=== Section Start ===
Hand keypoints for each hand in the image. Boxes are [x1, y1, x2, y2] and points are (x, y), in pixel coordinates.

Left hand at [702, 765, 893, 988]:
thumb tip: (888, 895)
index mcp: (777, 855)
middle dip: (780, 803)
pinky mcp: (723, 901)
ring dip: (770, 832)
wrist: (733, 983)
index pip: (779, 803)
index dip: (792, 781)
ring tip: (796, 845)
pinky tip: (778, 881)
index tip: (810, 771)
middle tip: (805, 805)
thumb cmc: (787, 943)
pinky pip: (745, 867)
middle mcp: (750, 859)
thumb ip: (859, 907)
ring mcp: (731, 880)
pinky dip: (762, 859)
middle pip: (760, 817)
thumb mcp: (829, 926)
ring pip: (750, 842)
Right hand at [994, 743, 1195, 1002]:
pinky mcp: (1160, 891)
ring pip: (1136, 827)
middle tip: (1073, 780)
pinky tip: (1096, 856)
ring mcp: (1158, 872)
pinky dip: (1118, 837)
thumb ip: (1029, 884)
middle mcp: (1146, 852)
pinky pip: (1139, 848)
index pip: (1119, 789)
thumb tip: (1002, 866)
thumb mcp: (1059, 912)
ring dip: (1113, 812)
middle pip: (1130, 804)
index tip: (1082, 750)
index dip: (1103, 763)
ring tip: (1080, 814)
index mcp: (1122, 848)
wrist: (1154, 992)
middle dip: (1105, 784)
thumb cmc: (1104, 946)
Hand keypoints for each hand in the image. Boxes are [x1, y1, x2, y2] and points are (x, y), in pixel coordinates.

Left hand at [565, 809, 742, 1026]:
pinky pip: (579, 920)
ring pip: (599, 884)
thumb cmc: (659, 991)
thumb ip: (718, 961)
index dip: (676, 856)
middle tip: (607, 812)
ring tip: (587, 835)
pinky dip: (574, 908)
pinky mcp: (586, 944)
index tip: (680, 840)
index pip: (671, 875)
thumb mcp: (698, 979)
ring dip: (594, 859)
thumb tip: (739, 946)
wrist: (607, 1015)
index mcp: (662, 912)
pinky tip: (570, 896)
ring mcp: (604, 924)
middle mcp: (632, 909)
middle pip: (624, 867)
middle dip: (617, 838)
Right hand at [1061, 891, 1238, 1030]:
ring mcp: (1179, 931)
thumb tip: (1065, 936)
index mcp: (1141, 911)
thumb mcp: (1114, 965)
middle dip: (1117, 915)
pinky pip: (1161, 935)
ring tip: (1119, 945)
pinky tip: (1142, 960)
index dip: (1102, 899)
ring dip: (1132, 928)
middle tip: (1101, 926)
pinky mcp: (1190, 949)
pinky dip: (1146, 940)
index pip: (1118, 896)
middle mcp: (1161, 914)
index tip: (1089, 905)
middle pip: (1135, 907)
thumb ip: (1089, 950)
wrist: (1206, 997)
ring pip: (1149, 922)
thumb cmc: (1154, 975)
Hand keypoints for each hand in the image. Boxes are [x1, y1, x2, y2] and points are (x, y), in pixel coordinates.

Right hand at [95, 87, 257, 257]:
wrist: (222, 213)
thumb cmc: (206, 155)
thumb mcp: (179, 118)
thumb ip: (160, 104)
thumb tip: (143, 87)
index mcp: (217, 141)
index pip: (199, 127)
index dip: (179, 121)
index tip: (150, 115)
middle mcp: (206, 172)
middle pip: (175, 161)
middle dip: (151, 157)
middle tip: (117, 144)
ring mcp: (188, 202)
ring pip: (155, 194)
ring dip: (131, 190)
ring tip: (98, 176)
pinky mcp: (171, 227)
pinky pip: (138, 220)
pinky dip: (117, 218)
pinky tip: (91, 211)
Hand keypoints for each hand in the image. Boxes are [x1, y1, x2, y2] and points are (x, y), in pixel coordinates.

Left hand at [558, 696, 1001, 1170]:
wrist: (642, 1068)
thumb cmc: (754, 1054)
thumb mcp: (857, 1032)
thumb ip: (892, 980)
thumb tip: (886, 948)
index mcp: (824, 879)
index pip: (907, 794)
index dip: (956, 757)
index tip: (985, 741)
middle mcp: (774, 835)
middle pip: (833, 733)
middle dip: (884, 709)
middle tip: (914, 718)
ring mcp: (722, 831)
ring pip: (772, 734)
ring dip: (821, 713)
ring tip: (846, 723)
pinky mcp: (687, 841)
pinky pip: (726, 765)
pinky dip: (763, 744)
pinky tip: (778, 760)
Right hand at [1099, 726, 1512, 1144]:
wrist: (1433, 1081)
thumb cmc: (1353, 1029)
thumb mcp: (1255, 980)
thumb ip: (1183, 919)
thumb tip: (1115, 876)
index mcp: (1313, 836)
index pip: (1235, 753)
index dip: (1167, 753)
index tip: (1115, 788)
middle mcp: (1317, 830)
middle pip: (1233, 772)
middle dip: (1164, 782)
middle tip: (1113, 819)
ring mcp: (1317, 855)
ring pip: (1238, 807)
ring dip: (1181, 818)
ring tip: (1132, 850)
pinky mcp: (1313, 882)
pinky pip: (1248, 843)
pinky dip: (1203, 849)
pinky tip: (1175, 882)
=== Section End ===
*Task directions*. With the first line of the records as the start and the line holding "ring pip: (1136, 827)" as the end, please copy exactly those lines and no others.

*Task result*.
Hand keypoints for each hand in the image. Boxes are [x1, y1, x2, y2] and points are (x, y), in pixel coordinates.

Left hand at [702, 765, 893, 988]:
thumb tip: (888, 895)
index mcp: (777, 855)
middle dip: (780, 803)
pinky mcp: (723, 901)
ring dip: (770, 832)
wrist: (733, 983)
index pip: (779, 803)
index dip: (792, 781)
ring tip: (796, 845)
pinky tip: (778, 881)
index tip: (810, 771)
middle tip: (805, 805)
thumb cmc: (787, 943)
pinky pip: (745, 867)
middle mcp: (750, 859)
thumb ip: (859, 907)
ring mcp: (731, 880)
pinky dip: (762, 859)
middle pip: (760, 817)
thumb mcp: (829, 926)
ring pip: (750, 842)
Right hand at [994, 743, 1195, 1002]:
pinky mcp: (1160, 891)
ring pip: (1136, 827)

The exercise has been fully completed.